By On December 15, 2014 3:27 pm


The Tribune

By Anita Inder Singh

The deeper significance of President Vladimir Putin’s visit to India may lie in far more than Prime Minister Narendra Modi’s  hailing Russia as India’s top defence partner.  After all, the relationship needs more than weapons to be sustained, and trade can play an important part in shoring up the tie.  The aim  of both countries is   to increase trade from current $10 billion to $30 billion by 2025. That goal appears ambitious but is modest  when compared to  Sino-Indian trade, which stands at around $ 67 billion, or Indo-US trade – around $ 60 billion —  or India’s trade with a small country like Switzerland which is about  $ 31 billion.

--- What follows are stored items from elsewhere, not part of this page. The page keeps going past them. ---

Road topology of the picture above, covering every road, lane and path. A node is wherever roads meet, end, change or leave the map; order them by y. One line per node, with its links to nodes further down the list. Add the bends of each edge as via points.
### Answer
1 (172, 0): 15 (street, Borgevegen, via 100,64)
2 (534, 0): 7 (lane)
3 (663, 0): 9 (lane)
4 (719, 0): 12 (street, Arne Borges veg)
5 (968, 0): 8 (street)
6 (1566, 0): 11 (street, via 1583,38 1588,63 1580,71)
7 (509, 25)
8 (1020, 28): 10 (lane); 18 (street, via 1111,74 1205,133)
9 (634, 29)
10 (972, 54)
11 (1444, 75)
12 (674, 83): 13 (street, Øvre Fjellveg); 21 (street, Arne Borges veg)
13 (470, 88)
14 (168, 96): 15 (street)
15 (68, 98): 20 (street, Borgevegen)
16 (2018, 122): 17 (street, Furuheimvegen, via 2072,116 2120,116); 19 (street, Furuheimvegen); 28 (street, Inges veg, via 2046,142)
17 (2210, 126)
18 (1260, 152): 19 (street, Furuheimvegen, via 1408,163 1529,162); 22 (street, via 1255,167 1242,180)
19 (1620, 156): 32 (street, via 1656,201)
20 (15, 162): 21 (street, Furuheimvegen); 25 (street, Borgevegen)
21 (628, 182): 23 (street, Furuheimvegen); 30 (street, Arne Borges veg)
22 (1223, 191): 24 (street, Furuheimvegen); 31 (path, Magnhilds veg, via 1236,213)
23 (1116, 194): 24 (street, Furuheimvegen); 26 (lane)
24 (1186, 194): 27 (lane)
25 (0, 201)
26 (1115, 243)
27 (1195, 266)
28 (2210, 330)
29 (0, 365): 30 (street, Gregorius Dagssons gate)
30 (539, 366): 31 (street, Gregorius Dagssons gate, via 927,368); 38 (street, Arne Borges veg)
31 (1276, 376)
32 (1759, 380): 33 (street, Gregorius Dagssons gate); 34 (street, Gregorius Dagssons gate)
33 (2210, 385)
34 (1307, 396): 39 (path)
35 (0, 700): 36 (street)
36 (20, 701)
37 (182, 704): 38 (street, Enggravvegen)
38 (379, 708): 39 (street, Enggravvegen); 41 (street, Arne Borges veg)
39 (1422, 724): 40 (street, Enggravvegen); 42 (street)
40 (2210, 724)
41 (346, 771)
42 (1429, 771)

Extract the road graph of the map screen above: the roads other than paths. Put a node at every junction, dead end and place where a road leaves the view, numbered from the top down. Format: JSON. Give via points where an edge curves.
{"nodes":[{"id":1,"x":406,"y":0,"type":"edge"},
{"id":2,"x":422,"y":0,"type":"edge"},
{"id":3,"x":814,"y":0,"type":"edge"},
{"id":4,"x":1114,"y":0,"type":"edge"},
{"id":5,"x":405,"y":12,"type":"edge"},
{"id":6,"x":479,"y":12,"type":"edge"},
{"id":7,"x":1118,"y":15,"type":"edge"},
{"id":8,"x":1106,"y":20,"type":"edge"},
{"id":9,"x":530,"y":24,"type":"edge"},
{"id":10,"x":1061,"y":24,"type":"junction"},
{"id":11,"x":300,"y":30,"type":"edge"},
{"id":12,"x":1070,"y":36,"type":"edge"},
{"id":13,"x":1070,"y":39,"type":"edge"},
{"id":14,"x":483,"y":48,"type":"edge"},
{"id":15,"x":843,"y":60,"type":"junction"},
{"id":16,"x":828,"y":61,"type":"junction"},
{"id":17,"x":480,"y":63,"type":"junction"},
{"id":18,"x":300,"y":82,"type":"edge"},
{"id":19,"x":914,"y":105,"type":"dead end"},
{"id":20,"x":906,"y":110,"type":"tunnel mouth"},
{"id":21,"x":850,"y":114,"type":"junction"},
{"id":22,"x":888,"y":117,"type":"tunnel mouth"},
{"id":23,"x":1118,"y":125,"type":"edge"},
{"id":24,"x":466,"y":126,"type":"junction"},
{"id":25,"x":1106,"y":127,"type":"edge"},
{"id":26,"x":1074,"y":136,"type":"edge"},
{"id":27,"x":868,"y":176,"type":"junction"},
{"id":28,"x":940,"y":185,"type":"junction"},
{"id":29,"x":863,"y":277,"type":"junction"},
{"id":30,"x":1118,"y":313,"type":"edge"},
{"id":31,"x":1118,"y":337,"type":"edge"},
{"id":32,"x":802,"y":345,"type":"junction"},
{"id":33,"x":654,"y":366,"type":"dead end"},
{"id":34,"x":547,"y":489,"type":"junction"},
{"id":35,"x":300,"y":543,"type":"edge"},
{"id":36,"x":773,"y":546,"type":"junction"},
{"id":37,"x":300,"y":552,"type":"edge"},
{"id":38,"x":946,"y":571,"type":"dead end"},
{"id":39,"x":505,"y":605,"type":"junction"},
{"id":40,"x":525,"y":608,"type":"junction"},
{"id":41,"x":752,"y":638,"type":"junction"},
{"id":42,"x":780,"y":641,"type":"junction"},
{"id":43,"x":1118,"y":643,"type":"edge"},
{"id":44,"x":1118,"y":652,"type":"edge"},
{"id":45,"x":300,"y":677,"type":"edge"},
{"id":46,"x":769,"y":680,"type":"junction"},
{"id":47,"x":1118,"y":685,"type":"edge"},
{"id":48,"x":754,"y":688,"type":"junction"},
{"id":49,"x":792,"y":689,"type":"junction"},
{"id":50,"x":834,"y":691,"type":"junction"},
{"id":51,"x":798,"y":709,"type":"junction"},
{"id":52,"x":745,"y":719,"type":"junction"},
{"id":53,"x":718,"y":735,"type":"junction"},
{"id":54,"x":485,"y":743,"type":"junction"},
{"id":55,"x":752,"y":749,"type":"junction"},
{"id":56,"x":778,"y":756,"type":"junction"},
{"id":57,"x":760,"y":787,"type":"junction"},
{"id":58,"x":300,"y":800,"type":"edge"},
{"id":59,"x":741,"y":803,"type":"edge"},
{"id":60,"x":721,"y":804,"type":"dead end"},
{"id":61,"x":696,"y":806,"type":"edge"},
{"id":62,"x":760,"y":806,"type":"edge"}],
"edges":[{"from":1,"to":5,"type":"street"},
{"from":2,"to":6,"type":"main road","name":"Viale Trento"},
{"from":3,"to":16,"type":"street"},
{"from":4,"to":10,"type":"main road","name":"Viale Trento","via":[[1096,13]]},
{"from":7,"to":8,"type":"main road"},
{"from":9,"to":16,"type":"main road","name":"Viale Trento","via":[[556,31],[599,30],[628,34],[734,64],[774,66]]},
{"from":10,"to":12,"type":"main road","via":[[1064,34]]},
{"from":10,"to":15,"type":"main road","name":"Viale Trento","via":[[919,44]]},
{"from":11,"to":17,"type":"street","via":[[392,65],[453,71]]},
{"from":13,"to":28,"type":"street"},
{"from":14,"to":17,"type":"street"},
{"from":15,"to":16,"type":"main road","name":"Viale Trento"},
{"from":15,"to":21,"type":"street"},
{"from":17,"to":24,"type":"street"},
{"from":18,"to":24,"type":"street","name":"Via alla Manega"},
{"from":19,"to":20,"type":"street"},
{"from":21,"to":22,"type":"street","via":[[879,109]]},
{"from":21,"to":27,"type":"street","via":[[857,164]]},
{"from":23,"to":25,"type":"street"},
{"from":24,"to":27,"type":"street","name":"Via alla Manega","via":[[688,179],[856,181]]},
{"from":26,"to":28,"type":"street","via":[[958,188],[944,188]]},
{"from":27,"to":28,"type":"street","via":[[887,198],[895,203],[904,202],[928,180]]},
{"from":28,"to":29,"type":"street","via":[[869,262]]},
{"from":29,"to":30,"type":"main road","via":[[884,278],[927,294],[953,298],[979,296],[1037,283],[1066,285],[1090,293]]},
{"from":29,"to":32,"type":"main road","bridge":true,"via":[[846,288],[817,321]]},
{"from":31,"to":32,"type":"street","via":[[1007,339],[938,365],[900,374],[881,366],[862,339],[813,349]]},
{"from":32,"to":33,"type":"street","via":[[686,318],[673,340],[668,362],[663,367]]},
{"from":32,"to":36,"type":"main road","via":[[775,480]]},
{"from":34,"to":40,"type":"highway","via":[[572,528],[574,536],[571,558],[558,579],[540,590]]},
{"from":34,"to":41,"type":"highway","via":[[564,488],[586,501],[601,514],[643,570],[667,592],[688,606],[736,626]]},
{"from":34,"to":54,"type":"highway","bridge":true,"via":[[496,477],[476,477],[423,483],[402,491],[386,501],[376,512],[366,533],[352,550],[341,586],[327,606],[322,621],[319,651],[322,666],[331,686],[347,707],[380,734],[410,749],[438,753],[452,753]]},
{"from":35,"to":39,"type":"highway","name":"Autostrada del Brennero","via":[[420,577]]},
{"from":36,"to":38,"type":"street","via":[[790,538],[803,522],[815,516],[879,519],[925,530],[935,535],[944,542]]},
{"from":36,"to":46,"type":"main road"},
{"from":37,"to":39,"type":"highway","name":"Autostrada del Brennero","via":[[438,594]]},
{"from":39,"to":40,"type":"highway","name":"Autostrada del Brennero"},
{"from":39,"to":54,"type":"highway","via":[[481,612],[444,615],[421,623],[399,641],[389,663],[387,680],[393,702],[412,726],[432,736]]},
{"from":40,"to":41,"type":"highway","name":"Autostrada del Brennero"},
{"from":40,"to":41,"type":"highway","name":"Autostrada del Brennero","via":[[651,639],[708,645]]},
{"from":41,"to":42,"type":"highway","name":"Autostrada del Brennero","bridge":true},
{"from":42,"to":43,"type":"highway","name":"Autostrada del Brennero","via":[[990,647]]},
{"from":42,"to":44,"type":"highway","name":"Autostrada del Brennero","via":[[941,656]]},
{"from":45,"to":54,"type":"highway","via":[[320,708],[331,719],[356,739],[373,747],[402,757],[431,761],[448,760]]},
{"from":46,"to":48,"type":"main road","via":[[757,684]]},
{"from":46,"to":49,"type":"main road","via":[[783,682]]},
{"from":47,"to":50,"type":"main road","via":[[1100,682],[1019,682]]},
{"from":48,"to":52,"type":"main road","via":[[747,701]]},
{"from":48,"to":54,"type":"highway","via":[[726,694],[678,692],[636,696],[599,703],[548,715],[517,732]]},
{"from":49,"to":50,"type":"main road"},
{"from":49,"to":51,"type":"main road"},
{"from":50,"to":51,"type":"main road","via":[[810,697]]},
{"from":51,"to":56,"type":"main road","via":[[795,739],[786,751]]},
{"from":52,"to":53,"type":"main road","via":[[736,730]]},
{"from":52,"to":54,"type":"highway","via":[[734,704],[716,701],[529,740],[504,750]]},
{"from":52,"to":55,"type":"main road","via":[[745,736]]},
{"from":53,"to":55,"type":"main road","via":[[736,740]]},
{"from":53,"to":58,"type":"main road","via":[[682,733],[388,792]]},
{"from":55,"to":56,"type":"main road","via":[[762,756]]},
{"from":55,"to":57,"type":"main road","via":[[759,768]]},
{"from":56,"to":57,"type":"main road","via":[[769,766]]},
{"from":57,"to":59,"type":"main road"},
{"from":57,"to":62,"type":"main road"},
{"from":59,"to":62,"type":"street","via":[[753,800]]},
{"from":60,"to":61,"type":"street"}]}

Putin visited India  at a time when  Russia’s economic troubles, symbolised by a  falling rouble and oil prices in the face of tough  Western  economic sanctions imposed in protest against Moscow’s’ invasion of Ukraine last March. Having become a pariah of sorts in the West he was greeted warmly by Modi at November’s G-20 meeting, so Indo-Russian friendship seemed to be on a firm footing. But Putin’s visit also came at a time when Russia is moving closer to India’s arch-rivals — China and Pakistan, which have since long laid claims to certain parts of north Indian territory.

If Russia is facing economic decline, India, by contrast,  Russia’s partner-in-BRICS, is widely perceived as a likely  rising power under Modi. Within the last four months India has entered into major economic agreements with Japan, the US and Australia and upgraded defence ties with them. It has also secured an assurance of $20 billion Chinese investment.